A Rhombohedral Phase of Lipid Containing a Membrane Fusion Intermediate Structure

We constructed the electron density distribution from the x-ray diffraction of a phase of phospholipid that exhibited rhombohedral symmetry. To determine the phases of the diffraction amplitudes, we first extended the well-known one-dimensional swelling method for planar bilayers to a three-dimensional method applicable to a layered system containing in-plane structures, such as rhombohedral structures. The complete phase determination was accomplished by a combination of the swelling method and Luzzatis pattern recognition method. The constructed electron density distribution showed that in each unit cell, two apposed monolayers merged across the water layer and developed into an hourglass structure consistent with a postulated membrane fusion intermediate state called a stalk. The observation of the stalk structure lends a strong support to the stalk hypothesis for membrane fusion and opens a way to measure the structural parameters in the fusion pathway.

Interaction of Antimicrobial Peptides with Lipopolysaccharides

We study the interaction of antimicrobial peptides with lipopolysaccharide (LPS) bilayers to understand how antimicrobial peptides interact with the LPS monolayer on the outer membrane of Gram-negative bacteria. LPS in water spontaneously forms a multilamellar structure composed of symmetric bilayers. We performed X-ray lamellar diffraction and wide-angle in-plane scattering to study the physical characteristics of LPS multilayers. The multilayer alignment of LPS is comparable to phospholipids. Thus, it is suitable for the application of oriented circular dichroism (OCD) to study the state of peptides in LPS bilayers. At high hydration levels, the chain melting temperature in multilamella detected by X-ray diffraction is the same as that of LPS aqueous dispersions, as measured by calorimetry. LPS has a strong CD, but with a careful subtraction of the lipid background, the OCD of peptides in LPS is measurable. The method was tested successfully with melittin. It was then applied to two representative antimicrobial peptides, magainin and protegrin. At peptide concentrations comparable to the physiological conditions, both peptides penetrate transmembrane in LPS bilayers. The results imply that antimicrobial peptides readily penetrate the LPS monolayer of the outer membrane.

Neutron Off-Plane Scattering of Aligned Membranes. I. Method of Measurement

We describe a method of measuring neutron scattering of aligned membranes with the momentum transfer oriented parallel or partly perpendicular to the plane of the membranes. The method obtains the complete information for the structures within fluid membranes obtainable by scattering. Data from alamethicin- and magainin-induced pores are presented. Although the in-plane scattering curves of these two peptides are similar to each other, their off-plane scattering patterns are strikingly distinct. Magainin pores exhibit intermembrane correlations.
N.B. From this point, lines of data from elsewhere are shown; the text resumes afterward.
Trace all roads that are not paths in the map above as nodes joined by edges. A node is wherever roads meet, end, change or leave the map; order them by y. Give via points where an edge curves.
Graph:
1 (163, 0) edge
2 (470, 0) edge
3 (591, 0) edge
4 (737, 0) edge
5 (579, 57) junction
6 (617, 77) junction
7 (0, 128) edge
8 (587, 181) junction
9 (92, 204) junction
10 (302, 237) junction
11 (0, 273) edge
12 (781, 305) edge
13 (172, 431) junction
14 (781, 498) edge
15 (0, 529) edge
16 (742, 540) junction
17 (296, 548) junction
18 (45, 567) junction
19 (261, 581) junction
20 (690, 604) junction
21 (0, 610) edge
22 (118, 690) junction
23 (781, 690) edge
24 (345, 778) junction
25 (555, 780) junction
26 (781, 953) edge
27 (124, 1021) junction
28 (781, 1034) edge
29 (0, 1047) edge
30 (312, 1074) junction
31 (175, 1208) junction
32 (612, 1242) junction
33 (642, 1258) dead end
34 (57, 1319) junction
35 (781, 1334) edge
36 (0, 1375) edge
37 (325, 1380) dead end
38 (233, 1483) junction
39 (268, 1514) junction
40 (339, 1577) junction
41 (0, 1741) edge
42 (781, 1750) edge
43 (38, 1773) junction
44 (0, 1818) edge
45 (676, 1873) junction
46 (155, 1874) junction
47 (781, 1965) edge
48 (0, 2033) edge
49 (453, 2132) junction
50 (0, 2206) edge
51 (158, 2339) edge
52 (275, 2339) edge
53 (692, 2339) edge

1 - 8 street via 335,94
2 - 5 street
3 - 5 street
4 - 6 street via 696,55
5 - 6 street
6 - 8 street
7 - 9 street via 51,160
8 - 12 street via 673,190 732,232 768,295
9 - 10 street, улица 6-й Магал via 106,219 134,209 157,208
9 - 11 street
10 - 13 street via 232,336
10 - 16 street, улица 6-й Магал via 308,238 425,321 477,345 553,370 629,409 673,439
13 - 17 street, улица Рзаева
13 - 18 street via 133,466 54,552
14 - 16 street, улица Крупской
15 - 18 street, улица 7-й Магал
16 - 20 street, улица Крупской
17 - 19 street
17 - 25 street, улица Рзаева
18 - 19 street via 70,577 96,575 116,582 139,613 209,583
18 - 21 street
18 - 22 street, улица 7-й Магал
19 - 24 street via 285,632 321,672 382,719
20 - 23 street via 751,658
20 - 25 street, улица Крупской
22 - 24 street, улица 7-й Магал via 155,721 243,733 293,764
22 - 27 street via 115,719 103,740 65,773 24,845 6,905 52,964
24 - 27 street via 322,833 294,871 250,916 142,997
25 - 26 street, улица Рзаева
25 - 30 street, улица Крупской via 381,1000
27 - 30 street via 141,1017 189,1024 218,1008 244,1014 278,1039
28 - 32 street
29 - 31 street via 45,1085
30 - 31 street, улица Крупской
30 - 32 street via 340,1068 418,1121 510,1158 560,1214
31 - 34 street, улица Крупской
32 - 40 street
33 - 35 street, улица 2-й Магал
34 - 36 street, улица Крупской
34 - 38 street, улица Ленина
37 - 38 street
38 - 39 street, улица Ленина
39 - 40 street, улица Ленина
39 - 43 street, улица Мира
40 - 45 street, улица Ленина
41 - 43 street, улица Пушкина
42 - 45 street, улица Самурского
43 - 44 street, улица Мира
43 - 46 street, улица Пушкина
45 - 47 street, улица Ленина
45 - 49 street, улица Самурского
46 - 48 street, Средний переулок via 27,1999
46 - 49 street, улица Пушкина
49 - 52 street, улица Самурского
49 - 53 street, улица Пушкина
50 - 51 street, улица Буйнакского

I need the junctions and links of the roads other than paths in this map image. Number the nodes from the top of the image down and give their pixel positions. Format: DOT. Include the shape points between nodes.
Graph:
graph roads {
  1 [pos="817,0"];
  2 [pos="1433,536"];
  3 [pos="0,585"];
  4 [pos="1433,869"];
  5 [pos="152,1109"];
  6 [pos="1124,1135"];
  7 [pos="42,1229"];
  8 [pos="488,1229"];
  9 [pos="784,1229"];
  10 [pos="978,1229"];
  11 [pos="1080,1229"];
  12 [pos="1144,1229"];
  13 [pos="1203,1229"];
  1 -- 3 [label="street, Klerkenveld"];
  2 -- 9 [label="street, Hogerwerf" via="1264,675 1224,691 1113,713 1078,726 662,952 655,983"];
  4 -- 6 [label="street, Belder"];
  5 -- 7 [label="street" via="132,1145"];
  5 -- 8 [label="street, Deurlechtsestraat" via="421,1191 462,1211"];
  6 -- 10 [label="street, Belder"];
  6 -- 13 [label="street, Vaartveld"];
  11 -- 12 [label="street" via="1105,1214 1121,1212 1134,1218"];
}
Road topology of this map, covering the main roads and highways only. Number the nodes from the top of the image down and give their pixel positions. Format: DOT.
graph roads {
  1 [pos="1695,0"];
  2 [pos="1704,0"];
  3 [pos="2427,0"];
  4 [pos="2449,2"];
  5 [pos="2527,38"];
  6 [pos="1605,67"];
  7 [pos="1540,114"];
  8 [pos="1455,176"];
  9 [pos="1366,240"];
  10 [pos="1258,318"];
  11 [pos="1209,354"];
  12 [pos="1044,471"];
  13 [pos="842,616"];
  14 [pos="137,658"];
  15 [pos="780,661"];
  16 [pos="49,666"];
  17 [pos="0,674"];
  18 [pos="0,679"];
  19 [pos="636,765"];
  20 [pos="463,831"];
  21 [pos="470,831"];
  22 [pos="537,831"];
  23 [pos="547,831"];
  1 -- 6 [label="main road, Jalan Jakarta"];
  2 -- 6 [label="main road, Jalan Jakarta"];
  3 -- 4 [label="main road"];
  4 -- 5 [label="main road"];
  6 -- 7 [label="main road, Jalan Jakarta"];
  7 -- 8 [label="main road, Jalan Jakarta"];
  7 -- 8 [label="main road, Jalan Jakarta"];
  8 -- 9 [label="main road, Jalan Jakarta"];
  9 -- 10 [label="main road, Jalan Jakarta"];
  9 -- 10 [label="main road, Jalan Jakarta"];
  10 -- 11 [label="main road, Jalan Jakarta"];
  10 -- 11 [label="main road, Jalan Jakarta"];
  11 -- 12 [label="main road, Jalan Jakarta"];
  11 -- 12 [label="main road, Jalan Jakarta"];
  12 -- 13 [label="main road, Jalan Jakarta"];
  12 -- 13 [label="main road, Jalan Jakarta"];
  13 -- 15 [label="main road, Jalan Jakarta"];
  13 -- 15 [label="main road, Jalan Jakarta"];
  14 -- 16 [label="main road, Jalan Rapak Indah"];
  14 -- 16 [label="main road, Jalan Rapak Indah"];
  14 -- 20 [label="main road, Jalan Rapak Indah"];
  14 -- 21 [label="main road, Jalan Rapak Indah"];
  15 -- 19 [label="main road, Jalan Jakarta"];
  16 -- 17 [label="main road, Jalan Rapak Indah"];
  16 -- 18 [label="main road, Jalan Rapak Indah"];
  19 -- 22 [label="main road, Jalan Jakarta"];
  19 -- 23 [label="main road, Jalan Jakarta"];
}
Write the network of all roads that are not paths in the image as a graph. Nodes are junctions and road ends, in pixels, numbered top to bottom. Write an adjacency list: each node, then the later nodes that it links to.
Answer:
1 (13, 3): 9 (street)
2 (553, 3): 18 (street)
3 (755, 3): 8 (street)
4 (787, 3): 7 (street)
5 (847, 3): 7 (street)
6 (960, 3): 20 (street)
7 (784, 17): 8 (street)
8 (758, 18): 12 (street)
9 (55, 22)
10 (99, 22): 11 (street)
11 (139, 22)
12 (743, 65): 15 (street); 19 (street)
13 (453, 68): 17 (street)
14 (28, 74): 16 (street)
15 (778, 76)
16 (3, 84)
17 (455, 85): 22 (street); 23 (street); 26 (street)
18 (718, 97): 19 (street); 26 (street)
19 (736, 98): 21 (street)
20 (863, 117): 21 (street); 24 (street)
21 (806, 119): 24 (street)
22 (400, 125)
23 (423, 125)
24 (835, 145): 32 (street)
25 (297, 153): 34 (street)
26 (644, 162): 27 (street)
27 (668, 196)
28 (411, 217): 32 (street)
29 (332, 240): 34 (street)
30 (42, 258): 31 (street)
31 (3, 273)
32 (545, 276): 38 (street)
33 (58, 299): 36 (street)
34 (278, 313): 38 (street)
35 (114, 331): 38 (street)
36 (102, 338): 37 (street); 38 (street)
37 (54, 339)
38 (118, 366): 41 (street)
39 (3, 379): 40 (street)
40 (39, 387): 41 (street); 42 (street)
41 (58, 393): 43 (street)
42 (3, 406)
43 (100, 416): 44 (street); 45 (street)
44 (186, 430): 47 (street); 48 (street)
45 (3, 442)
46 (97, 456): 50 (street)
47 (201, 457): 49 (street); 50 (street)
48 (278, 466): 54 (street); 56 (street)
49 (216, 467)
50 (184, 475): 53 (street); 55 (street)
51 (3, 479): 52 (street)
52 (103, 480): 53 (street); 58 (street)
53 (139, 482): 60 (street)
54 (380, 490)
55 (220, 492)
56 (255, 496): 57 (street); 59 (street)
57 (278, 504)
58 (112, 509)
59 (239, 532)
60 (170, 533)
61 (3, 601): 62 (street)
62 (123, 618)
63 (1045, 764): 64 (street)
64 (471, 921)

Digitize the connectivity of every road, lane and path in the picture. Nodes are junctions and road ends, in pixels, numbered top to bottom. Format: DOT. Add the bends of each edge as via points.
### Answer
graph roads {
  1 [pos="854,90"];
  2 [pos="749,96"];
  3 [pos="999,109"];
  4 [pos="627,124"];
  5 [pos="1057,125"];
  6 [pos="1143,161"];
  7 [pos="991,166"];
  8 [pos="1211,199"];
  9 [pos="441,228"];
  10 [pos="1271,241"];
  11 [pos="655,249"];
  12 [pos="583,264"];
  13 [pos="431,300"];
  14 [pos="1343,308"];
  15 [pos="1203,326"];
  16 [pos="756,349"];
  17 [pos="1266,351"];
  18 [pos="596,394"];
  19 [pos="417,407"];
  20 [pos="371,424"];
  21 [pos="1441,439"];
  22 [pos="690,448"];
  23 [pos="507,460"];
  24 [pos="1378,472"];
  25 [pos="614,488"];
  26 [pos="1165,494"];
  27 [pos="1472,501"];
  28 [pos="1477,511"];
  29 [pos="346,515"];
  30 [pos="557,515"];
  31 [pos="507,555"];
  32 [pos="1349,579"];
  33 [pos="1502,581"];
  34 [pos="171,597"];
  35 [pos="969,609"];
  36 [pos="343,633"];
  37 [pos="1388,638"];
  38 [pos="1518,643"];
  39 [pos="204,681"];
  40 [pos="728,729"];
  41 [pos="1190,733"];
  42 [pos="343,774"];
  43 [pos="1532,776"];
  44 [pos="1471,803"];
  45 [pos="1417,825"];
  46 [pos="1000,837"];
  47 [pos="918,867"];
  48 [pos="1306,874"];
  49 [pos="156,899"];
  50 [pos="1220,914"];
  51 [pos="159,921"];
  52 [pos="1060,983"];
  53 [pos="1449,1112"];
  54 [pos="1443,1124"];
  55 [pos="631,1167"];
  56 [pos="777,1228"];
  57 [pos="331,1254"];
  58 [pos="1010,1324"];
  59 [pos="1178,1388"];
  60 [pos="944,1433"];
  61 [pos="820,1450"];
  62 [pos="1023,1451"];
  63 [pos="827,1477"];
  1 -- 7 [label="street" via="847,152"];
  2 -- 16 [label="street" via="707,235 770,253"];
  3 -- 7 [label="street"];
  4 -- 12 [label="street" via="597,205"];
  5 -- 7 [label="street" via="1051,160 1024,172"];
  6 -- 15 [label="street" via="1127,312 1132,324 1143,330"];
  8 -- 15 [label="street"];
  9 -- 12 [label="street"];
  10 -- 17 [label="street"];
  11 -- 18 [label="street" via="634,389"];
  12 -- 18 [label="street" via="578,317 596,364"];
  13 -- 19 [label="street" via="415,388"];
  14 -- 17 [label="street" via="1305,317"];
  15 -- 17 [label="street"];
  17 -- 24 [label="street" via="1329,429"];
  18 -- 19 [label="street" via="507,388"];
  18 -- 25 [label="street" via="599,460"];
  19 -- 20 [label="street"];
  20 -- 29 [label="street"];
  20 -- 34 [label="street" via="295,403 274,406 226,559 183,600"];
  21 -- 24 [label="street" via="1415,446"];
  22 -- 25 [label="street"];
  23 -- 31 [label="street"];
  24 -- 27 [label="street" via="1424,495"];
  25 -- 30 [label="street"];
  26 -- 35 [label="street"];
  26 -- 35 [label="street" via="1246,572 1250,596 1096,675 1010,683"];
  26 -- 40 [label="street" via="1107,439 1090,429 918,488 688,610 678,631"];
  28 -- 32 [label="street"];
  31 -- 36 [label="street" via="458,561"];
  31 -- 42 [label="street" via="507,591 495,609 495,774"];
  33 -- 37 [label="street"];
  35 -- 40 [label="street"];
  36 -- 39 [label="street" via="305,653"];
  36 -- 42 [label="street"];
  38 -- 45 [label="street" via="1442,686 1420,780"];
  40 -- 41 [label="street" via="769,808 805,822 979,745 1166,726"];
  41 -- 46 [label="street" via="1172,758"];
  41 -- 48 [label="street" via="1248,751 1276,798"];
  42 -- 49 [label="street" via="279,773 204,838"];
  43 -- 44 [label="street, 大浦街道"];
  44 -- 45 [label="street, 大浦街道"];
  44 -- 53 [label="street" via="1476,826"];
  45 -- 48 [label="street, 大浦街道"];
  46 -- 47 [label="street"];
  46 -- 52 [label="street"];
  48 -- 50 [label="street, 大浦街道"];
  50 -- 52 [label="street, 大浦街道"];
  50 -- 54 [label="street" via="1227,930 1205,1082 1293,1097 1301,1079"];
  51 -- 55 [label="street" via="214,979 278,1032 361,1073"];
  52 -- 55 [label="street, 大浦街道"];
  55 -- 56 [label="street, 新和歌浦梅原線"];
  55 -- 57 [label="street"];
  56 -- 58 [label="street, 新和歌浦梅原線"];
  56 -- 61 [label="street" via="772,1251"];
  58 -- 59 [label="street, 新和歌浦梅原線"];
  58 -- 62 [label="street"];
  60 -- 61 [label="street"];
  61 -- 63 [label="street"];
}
Supramolecular structures of peptide assemblies in membranes by neutron off-plane scattering: method of analysis

In a previous paper (Yang et al., Biophys. J. 75:641-645, 1998), we showed a simple, efficient method of recording the diffraction patterns of supramolecular peptide assemblies in membranes where the samples were prepared in the form of oriented multilayers. Here we develop a method of analysis based on the diffraction theory of two-dimensional liquids. Gramicidin was used as a prototype model because its pore structure in membrane in known. At full hydration, the diffraction patterns of alamethicin and magainin are similar to gramicidin except in the scale of q (the momentum transfer of scattering), clearly indicating that both alamethicin and magainin form pores in membranes but of different sizes. When the hydration of the multilayer samples was decreased while the bilayers were still fluid, the in-plane positions of the membrane pores became correlated from one bilayer to the next. We believe that this is a new manifestation of the hydration force. The effect is most prominent in magainin patterns, which are used to demonstrate the method of analysis. When magainin samples were further dehydrated or cooled, the liquid-like diffraction turned into crystal-like patterns. This discovery points to the possibility of investigating the supramolecular structures with high-order diffraction.